President Barack Obama, in remarks in the White House Rose Garden, June 26, 2015. | ILLUSTRATION BY MICHAEL SHIREY
BY PAUL SCHINDLER | Comforted by the insight that even a broken clock is right twice a day, I’ve chosen a quote from Richard Nixon to frame my thoughts about the contributions one member of the LGBT community made to the successful fight for marriage equality. Our 37th president was not known for inspiring the better angels of our nature, but in describing the optimism that animates the American spirit as “the lift of a driving dream” in his 1970 State of the Union Address, Nixon captured a beautiful image.
I also think that the subject of this editorial will appreciate some sly humor in my looting Nixon rather than, say, Abe Lincoln in coming up with a headline.
In focusing on one person’s contributions, I don't in any way intend to dismiss or slight the enormous efforts on the part of tens of thousands of citizen activists and professional advocates. A Minnesota couple took the issue all the way to the Supreme Court in the early 1970s. Several thousand couples wed outside the IRS building during the 1987 March on Washington. Private attorneys apart from the LGBT movement identified litigation opportunities in Hawaii in the early 1990s. Movement lawyers, in turn, correctly weighed the prospects for early success in Vermont, Massachusetts, and Iowa — but they were also willing to take on a case in New York, despite a much bleaker judicial terrain. Advocates rallied to defend the victory in Massachusetts and to turn the New York court defeat into a win in the Legislature. One group of lawyers battled to victory in California — and a different set took on Proposition 8 which undid that win. Married couples and one formidable widow went after the Defense of Marriage Act, and based on that victory, court after court across the nation decided it was time to settle the whole business.

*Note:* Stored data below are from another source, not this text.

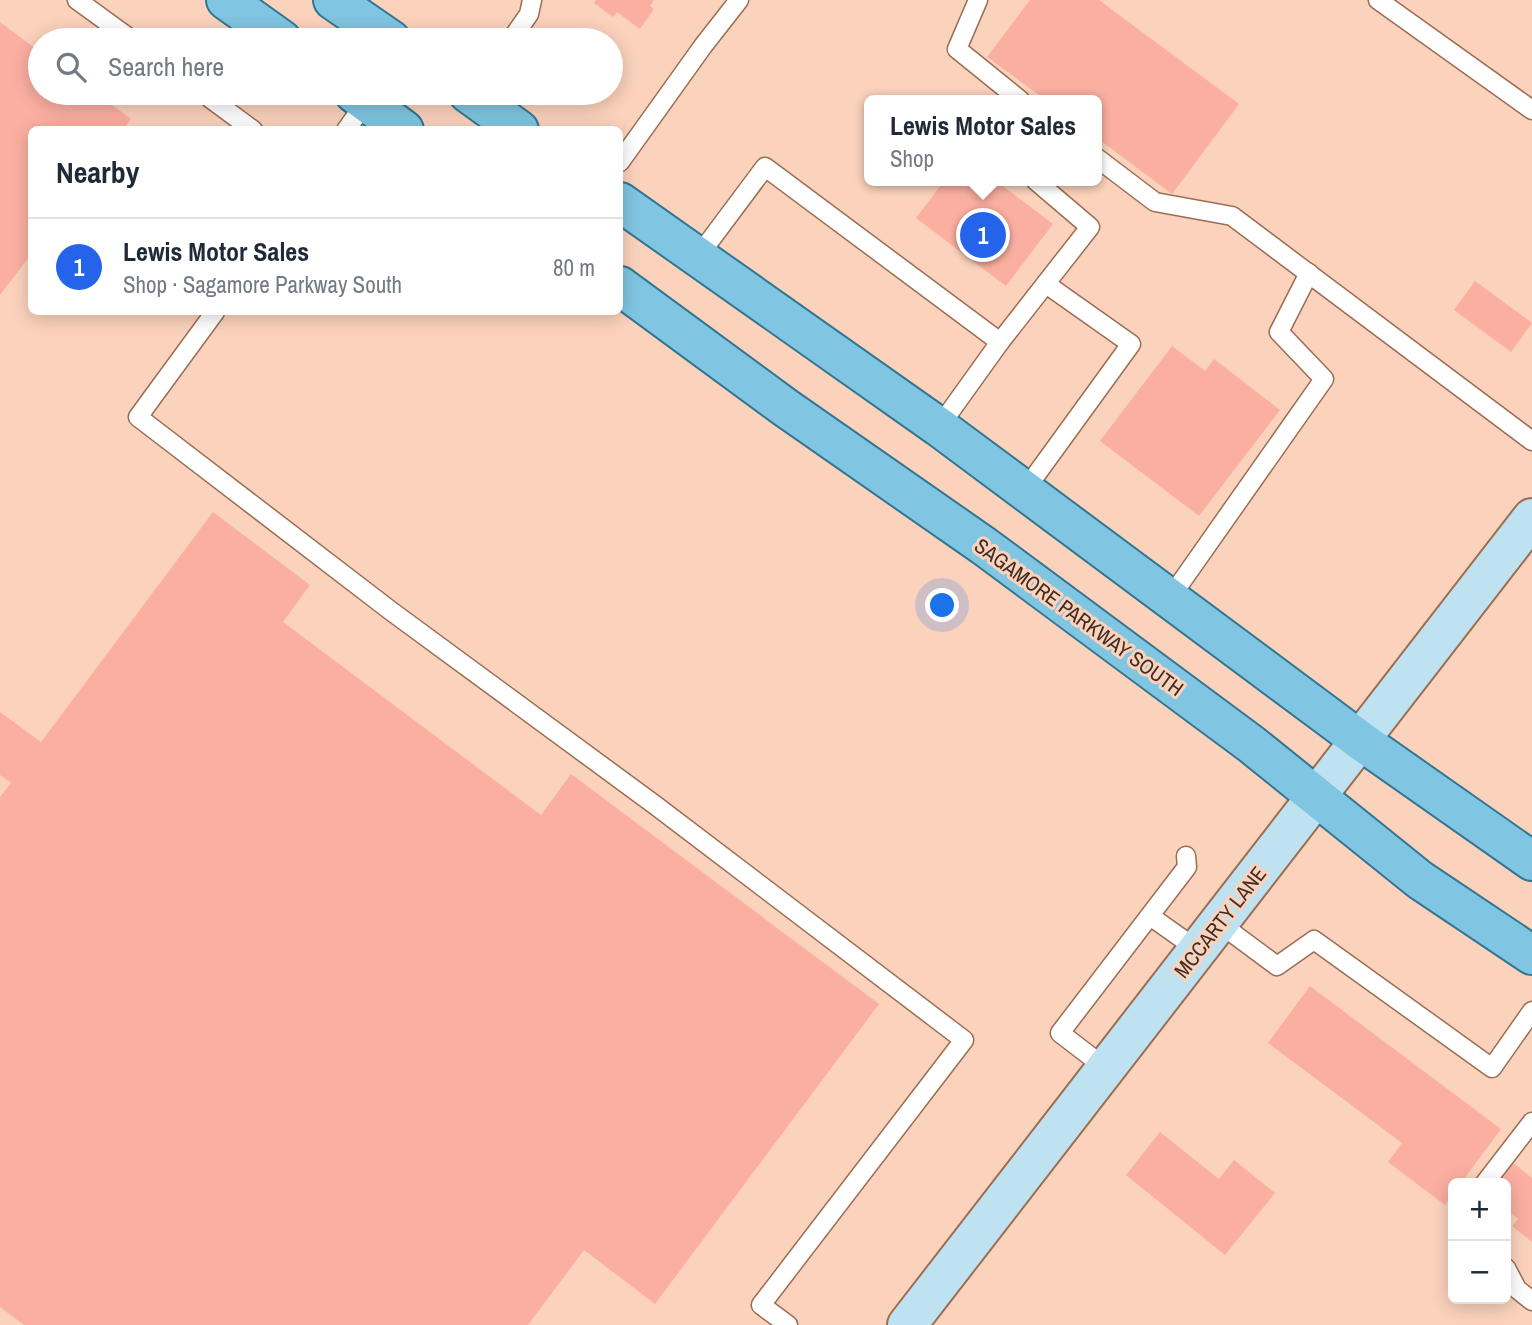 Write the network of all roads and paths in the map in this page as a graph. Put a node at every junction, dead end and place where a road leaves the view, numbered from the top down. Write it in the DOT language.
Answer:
graph roads {
  1 [pos="76,0"];
  2 [pos="226,0"];
  3 [pos="332,0"];
  4 [pos="532,0"];
  5 [pos="739,0"];
  6 [pos="978,0"];
  7 [pos="1378,0"];
  8 [pos="115,28"];
  9 [pos="265,28"];
  10 [pos="373,28"];
  11 [pos="519,28"];
  12 [pos="1014,95"];
  13 [pos="220,105"];
  14 [pos="485,105"];
  15 [pos="355,108"];
  16 [pos="1532,110"];
  17 [pos="248,126"];
  18 [pos="395,126"];
  19 [pos="514,126"];
  20 [pos="623,158"];
  21 [pos="1102,162"];
  22 [pos="1042,186"];
  23 [pos="623,204"];
  24 [pos="697,258"];
  25 [pos="1309,274"];
  26 [pos="1046,284"];
  27 [pos="623,288"];
  28 [pos="213,315"];
  29 [pos="1000,342"];
  30 [pos="939,427"];
  31 [pos="1532,442"];
  32 [pos="1025,490"];
  33 [pos="1532,518"];
  34 [pos="1170,598"];
  35 [pos="1361,741"];
  36 [pos="1317,798"];
  37 [pos="1186,856"];
  38 [pos="1532,861"];
  39 [pos="1150,916"];
  40 [pos="1209,937"];
  41 [pos="1532,955"];
  42 [pos="1532,1011"];
  43 [pos="1107,1069"];
  44 [pos="1532,1122"];
  45 [pos="1489,1178"];
  46 [pos="1511,1278"];
  47 [pos="1532,1301"];
  48 [pos="788,1325"];
  49 [pos="907,1325"];
  1 -- 8 [label="lane"];
  2 -- 9 [label="main road"];
  3 -- 10 [label="main road"];
  4 -- 11 [label="lane"];
  5 -- 20 [label="lane"];
  6 -- 12 [label="lane"];
  7 -- 16 [label="lane"];
  13 -- 17 [label="lane"];
  14 -- 19 [label="main road"];
  15 -- 18 [label="main road"];
  21 -- 25 [label="lane"];
  22 -- 26 [label="lane"];
  23 -- 24 [label="main road"];
  24 -- 29 [label="lane"];
  24 -- 30 [label="main road"];
  25 -- 31 [label="lane"];
  25 -- 34 [label="lane"];
  26 -- 29 [label="lane"];
  26 -- 32 [label="lane"];
  27 -- 36 [label="main road, SAGAMORE PARKWAY SOUTH"];
  28 -- 48 [label="lane"];
  29 -- 30 [label="lane"];
  30 -- 32 [label="main road"];
  32 -- 34 [label="main road"];
  33 -- 35 [label="main road, MCCARTY LANE"];
  34 -- 35 [label="main road"];
  35 -- 36 [label="main road, MCCARTY LANE"];
  35 -- 38 [label="main road"];
  36 -- 40 [label="main road, MCCARTY LANE"];
  36 -- 41 [label="main road, SAGAMORE PARKWAY SOUTH"];
  37 -- 39 [label="lane"];
  39 -- 40 [label="lane"];
  39 -- 43 [label="lane"];
  40 -- 42 [label="lane"];
  40 -- 43 [label="main road, MCCARTY LANE"];
  43 -- 49 [label="main road, MCCARTY LANE"];
  44 -- 45 [label="lane"];
  46 -- 47 [label="lane"];
}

All of these efforts — and many more — were consequential and must be counted in any thorough and fair reckoning of how we got to this day. And I’m sure that Evan Wolfson, the founder of Freedom to Marry, would be the first to warn that I risk trivializing a long struggle and history itself in focusing on the role of one person. But I focus on Wolfson because his 32-year commitment to the marriage fight demonstrates beautifully how unbending fidelity to an idea, a goal, a cause can triumph.
As a Harvard Law student in the 1980s, Wolfson wrote his thesis on the legal, political, and social framework for achieving marriage equality — undoubtedly one of the least marketable topics among his classmates. Later, at Lambda Legal, he led one side of a contentious, even bitter debate about whether marriage should be a goal of the gay rights movement. It was at his urging that Lambda dove into the Hawaii litigation, the striking promise of which led the state’s voters to pull the plug — and national politicians to conclude that “traditional” marriage needed to be “defended” in federal legislation.

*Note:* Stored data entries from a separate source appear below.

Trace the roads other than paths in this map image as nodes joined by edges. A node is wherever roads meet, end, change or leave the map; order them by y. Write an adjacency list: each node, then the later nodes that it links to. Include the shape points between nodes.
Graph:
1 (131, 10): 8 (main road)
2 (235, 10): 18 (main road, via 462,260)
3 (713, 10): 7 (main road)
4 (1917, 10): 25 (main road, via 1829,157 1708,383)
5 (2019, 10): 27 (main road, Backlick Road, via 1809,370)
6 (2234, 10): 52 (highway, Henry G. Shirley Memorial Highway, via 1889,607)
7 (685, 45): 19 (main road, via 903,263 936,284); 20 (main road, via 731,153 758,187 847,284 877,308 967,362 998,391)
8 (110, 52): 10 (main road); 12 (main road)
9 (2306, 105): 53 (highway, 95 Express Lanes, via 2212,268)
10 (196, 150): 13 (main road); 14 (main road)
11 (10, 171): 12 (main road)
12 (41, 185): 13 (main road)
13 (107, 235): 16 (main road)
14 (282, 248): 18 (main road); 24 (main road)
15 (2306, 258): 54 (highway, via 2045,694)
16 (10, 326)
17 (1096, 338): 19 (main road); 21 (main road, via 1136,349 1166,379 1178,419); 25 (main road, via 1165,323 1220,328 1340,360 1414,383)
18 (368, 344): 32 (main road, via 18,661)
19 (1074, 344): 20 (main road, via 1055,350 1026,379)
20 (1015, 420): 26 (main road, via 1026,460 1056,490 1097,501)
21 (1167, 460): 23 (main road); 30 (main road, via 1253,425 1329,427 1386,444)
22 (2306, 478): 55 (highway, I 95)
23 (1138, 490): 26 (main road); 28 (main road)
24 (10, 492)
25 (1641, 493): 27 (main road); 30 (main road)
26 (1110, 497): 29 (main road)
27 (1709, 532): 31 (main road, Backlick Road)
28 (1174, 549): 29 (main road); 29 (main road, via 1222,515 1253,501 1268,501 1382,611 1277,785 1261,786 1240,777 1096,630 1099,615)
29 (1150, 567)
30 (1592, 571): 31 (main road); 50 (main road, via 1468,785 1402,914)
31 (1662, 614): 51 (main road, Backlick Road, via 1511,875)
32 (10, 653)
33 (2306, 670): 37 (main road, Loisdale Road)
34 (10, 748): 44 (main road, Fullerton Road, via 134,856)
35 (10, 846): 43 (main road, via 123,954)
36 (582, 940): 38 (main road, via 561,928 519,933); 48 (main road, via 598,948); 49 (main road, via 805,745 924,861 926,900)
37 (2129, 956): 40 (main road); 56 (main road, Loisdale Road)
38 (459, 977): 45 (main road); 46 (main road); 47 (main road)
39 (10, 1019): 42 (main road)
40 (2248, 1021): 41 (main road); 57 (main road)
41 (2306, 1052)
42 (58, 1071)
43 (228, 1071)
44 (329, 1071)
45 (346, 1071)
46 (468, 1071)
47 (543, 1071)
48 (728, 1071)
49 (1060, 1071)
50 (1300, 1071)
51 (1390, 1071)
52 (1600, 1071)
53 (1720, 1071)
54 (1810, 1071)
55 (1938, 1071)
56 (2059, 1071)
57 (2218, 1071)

Wolfson never looked simply to the courts, ever aware that gays and lesbians needed to make their case to their fellow Americans, not only in the political arena but in their personal lives as well. In a 1997 interview at his Lambda office, where he sat in front of a portrait of the Great Emancipator, he described the slog toward marriage equality as a “long engagement.” I had first encountered Wolfson several years earlier — before I began working as a journalist — at a gathering of LGBT activists upstate. The organizer of the event, which was convened to discuss the languishing state gay rights bill (it would be another eight years before that prevailed in Albany), told me that marriage was “off-topic,” but “you can’t say no to Evan Wolfson.” When I heard his brilliantly cogent and compelling presentation, I understood why.
By 2003, Wolfson had stepped out of his role leading the marriage project at Lambda to found Freedom to Marry, giving himself a perch from which he became something of the battle’s quarterback — or, perhaps, third base coach. He always played to win, so I know some good number of people must have felt the sting of his relentless drive. Between my first encounter with him and my decision to schedule that 1997 interview with him at Lambda, I found myself on the receiving end of a finger-wagging lecture about how LGNY, Gay City News’ predecessor, was dropping the ball in its coverage of the fight. Wolfson often lauds the work of grassroots activists, but I know of more than one who resented what they sometimes felt was a heavy hand from on high.
But change isn’t easy — and, cast against the long history of what social justice movements in the US have encountered, what marriage equality advocates achieved is nothing short of phenomenal. I hope that some of the many, many others who contributed in so many ways to this victory understand the deep respect and appreciation I have for the work they did. But when an individual of singular talents devotes the bulk of their adult life to achieving a driving dream, I don’t think that contribution can go unremarked.